“I realized that a lot of the LGBTQ community feels isolated and sometimes they realize there is no other way other than to commit suicide,” says Ryan Fuller, President of Heartland Pride. Fuller adds “the suicide rate in the LGBTQ community is outrageously high!”
Fuller and his team at Heartland Pride invite you to participate in the Out of the Darkness Community Walk on September 10th at the Lewis & Clark Landing in Omaha, NE. Registration beings at 11 a.m. and before the 2 p.m walk, attendees have the opportunity to participate in various event festivities, including an informational fair. The purpose of the event is to reduce suicide and spread awareness about resources. This is the 13th American Foundation of Suicide Prevention walk in Omaha and Heartland Pride is excited to have a team that will be participating in the event alongside other organizations and sponsors.
“Our goal is to establish a team and outreach to people and let them know that it does get better and if you need help here is a resource for you other than committing suicide” says Fuller. The Heartland Pride president says that the mission of his organization is to celebrate and promote the history, diversity and future prosperity of the LGBTQ community in the Heartland and participating in this event is one way they can support the LGBTQ community.
According to Fuller, when he took the role of President at Heartland Pride, one of his main goals was to focus on outreach. “I grew up in a small town in Iowa and going out there was not accepted. I was fortunate enough to come out when I was 14 because I did move to Omaha but people in those smaller communities don’t have that same luxury. Often times they feel trapped and feel ridiculed,” says Fuller.

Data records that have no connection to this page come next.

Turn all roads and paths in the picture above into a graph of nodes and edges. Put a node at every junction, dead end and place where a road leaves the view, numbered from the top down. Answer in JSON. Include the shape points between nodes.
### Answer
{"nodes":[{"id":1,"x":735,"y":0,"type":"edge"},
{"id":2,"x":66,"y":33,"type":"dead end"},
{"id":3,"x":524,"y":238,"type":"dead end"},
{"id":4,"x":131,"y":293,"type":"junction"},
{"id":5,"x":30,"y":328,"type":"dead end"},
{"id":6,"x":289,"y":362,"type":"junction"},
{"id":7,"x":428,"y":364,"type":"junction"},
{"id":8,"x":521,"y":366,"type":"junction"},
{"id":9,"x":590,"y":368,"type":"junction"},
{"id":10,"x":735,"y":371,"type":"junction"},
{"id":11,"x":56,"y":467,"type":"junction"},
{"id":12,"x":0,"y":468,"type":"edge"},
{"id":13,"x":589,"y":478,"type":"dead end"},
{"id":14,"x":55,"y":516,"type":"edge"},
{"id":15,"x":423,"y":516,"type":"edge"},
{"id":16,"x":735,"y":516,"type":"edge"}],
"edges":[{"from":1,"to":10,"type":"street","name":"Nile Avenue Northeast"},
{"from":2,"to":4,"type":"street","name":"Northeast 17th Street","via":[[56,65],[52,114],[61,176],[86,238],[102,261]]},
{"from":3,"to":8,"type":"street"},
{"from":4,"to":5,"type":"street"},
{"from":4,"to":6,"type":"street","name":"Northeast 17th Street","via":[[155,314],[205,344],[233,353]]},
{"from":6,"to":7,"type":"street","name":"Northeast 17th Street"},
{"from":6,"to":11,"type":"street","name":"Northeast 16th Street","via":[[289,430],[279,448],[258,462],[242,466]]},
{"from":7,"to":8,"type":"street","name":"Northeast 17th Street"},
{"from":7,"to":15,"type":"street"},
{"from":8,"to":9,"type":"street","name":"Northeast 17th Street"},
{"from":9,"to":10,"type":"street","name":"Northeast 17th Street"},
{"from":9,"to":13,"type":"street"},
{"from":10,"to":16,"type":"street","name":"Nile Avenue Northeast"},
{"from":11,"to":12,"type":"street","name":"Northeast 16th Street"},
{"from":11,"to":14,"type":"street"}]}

The Heartland Pride team is excited to spread awareness in Omaha through events like the Out of the Darkness Community Walk, but they are also making sure to outreach to smaller communities. “Two weeks ago, we hosted the first ever drag show in Red Oak, Iowa and that was again to spread the word that through diversity and inclusion small communities can benefit,” says Fuller.
Fuller mentions that it may be hard for LGBTQ individuals to come out but there are ways to make it easier. “Find a community or organization you believe in and that believe in you in return. In my experience it is way easier to come out to your friends than your family. Talk to your close friends and more than likely they will be accepting and if they are not accepting they are not your friends,” says Fuller.
Fuller says that there are a lot of events in Omaha where you can connect with fellow LGBTQ people. “Try to be yourself, it does get better, if you are thinking about suicide there are plenty of resources too,” says Fuller, adding “there are hotlines you can reach out to that can talk you down if you are thinking about suicide.”
“If you can’t join us for the walk get in touch with us through our website, you can reach me via email at firstname.lastname@example.org,” says Fuller, adding “Our planning sessions are the third Thursday of the Month.”
“One of the sayings my husband always says is: be true be you. You have to love yourself. We don’t want to lose anyone else in our community to suicide,” says Fuller.
If you are anyone you know is in crisis, please call 1-800-273-TALK (8255) or text “START” to 741-741. For hearing and speech impaired with TTY equipment dial 1-800-799-4889.